The pitch was a bigger raging debate then, the Indian spinners unplayable. Amidst this chaos, Umesh had a rather good series, drowned by the outlandish numbers the Indian spinners managed to rack up. It perhaps set the template for Umesh’s subcontinental transformation that still took a few years to evolve fully. It took the remarkable transformation of Ishant Sharma and the offhand success of Mohammed Shami to convince India to sway away from the raging turners that they dished out for hapless non-Asian teams in the subcontinent in that period.
Until the loss at Chennai earlier in the ongoing England series, India’s fast bowlers had more wickets than spinners since the beginning of 2018 in home Tests. A loss in the first Test of the series, combined with the pressure of reaching the WTC finals, might have played its part in the pitches laid out since, but it’s fair to say India’s reliance on pitches that often flirted with the ‘poor’ category on ICC’s pitch rating, subsided.
Umesh remained in the shadows of these bigger giants in this period, often neglected in the XI, barely managing to even find a mention once Jasprit Bumrah’s Test career launched off into space. His career split at home, if divided into two exact halves, would feature Tests until the end of the last England tour as the first half. The staggering difference in the numbers show what Umesh at home has turned into.
While some of it could be attributed to the change in the pitches, what has contributed massively to it is his accuracy and consistency, features he often found himself in the wrong side of in the past. Adding to the accuracy is a fuller length, swinging the ball in both directions and finding reverse swing with the older ball. From a novice who sprayed it around, Umesh had turned a corner, and the results were stunning. That he hadn’t compromised on his pace made him a potent weapon on subcontinental tracks where his skiddy pace and unerring accuracy often forced mistakes from batsmen. Since 2018, in home Tests, nearly 50 per cent of his dismissals are bowled or LBW.

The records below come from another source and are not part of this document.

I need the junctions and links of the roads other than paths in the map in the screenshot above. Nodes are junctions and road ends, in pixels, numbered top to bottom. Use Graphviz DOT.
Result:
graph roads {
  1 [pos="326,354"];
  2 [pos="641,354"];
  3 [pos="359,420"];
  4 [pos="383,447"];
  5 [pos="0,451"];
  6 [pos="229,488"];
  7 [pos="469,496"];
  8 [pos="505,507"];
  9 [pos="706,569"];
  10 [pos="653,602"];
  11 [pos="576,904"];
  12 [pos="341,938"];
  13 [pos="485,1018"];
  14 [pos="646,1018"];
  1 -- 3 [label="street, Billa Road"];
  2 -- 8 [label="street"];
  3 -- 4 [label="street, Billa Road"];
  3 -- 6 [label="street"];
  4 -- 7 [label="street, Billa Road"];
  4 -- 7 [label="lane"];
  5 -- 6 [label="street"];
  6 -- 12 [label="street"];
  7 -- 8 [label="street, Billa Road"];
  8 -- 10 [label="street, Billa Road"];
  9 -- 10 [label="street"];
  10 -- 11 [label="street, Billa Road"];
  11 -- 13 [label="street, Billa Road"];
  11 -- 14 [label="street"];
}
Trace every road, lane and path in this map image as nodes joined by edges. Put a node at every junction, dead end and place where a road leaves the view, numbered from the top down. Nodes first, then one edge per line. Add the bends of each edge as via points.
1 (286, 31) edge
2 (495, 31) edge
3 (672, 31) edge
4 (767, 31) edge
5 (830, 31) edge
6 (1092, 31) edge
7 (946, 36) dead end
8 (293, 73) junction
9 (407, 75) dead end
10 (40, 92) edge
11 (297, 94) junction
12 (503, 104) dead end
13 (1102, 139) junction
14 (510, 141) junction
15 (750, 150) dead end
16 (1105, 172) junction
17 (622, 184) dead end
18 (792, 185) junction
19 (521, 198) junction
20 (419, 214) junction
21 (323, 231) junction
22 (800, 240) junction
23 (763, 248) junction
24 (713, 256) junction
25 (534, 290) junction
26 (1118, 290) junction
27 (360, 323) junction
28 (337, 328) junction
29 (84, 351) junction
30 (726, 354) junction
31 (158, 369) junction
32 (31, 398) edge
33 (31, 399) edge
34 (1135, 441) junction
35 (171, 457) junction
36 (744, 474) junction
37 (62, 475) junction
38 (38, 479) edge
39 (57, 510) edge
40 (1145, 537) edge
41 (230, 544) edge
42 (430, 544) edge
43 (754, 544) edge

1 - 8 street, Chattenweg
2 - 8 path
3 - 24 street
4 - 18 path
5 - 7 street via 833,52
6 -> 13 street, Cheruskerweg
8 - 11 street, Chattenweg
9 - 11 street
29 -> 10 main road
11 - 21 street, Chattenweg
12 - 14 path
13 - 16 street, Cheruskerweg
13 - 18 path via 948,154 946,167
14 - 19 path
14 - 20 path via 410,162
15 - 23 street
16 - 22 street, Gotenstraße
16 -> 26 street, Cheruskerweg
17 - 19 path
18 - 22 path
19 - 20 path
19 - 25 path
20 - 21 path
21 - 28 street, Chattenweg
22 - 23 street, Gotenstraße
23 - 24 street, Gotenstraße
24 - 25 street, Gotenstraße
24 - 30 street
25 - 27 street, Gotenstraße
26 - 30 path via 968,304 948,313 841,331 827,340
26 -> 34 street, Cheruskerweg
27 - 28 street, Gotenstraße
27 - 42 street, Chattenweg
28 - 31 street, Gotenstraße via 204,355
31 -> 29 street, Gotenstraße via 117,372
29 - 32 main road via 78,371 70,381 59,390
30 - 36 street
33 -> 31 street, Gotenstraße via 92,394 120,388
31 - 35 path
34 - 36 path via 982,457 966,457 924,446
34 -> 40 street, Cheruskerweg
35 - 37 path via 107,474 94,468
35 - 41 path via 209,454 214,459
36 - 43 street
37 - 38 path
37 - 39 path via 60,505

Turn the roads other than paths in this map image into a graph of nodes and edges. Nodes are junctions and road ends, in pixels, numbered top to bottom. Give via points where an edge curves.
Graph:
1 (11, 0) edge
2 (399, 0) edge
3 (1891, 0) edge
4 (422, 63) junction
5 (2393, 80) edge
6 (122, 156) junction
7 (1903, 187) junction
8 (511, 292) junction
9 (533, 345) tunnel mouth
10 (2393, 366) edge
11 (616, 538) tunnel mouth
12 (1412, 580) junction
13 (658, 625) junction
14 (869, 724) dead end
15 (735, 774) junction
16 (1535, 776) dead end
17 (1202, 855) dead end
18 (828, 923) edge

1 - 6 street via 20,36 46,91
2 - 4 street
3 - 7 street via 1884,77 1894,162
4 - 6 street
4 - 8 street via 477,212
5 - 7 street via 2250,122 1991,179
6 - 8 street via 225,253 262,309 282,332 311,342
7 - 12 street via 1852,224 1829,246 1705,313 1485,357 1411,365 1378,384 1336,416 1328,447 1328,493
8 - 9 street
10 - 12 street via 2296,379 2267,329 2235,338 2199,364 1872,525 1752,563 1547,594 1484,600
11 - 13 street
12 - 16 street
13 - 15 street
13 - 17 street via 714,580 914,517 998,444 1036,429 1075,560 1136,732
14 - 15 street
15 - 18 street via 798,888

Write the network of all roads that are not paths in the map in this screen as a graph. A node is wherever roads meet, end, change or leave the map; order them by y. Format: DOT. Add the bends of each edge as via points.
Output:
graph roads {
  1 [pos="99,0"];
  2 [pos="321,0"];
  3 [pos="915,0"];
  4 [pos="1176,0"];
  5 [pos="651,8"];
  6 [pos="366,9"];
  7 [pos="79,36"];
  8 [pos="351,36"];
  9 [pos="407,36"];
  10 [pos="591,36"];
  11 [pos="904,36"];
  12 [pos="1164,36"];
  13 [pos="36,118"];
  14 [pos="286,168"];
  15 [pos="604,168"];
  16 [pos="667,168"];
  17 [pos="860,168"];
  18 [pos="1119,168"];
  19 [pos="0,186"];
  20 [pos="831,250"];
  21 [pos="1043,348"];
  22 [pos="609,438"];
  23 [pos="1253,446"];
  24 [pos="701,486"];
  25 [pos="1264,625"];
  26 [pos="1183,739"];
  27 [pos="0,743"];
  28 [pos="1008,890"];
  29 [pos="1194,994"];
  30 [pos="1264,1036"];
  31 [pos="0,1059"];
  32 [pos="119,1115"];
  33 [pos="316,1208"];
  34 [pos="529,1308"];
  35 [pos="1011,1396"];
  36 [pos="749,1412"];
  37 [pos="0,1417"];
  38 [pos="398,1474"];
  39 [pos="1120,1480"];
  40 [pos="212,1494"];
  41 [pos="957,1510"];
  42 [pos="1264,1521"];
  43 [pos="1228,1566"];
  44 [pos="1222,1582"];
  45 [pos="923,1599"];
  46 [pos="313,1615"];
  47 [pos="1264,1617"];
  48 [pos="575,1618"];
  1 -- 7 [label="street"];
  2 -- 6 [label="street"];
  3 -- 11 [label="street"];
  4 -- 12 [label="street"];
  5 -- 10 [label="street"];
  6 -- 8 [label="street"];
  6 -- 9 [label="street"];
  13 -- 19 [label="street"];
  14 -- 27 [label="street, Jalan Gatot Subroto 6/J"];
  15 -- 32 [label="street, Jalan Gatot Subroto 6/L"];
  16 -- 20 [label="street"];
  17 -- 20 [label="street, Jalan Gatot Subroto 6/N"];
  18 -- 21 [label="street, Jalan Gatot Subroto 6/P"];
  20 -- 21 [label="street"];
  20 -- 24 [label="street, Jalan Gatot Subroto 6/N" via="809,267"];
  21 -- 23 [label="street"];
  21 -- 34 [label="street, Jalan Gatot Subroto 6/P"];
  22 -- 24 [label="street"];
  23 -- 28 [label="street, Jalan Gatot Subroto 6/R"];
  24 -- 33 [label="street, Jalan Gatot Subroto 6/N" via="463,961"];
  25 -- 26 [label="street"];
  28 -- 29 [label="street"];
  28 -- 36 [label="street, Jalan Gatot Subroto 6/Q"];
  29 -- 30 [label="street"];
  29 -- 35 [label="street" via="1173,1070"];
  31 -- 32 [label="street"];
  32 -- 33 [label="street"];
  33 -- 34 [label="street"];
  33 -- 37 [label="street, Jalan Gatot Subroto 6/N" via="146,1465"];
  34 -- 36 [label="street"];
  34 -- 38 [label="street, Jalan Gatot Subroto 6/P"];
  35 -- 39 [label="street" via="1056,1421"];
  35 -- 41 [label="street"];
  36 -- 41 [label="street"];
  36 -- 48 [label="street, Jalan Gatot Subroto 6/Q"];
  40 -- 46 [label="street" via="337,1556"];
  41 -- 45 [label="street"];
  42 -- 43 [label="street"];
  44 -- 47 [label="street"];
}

If England are still recovering from the Axar Patel spells that have doomed them twice in two Tests, Umesh’s inclusion – now a realistic possibility with Jasprit Bumrah pulling out of the fourth Test – could only pile onto their woes. Even as a fast bowler, Umesh’s strengths in India are pretty similar to that of the two similar left-arm spinners, Jadeja and Axar. He is accurate, hits the stumps a lot and varies his release point and angle to ensure the stumps are never out of the equation.
“When you start bowling from the same spot, you tend to become predictable,” he had said after a bumper home season in 2019. “The batsman knows that this is a bowler who will hit one particular length and they can manage. When you use [the] crease, you start using angles. From closer to stumps, the ball comes straight and then moves so the batsman is able to leave the ball. But if delivered from wide off crease, it comes in with the angle and then might straighten or even move away. That is a bigger challenge as impact is on the stumps. So as a fast bowler, if you don’t use the crease, you can’t create doubts in a batsman’s minds that how much will the ball swing and they can commit mistakes.”
The subtle details he gets into tells of a relentless mind at work. With Ishant Sharma as the holding fast bowler and Washington Sundar as the holding spinner, Umesh would potentially be a lethal attacking force alongside Ashwin and Axar. If the two-day pitch in the pink ball Test stirred enough controversy to avert India from dishing out another of those wickets, the milder version of that pitch, the familiar subcontinental dust bowl that’s a batting paradise to begin with, could just be right up Umesh’s alley.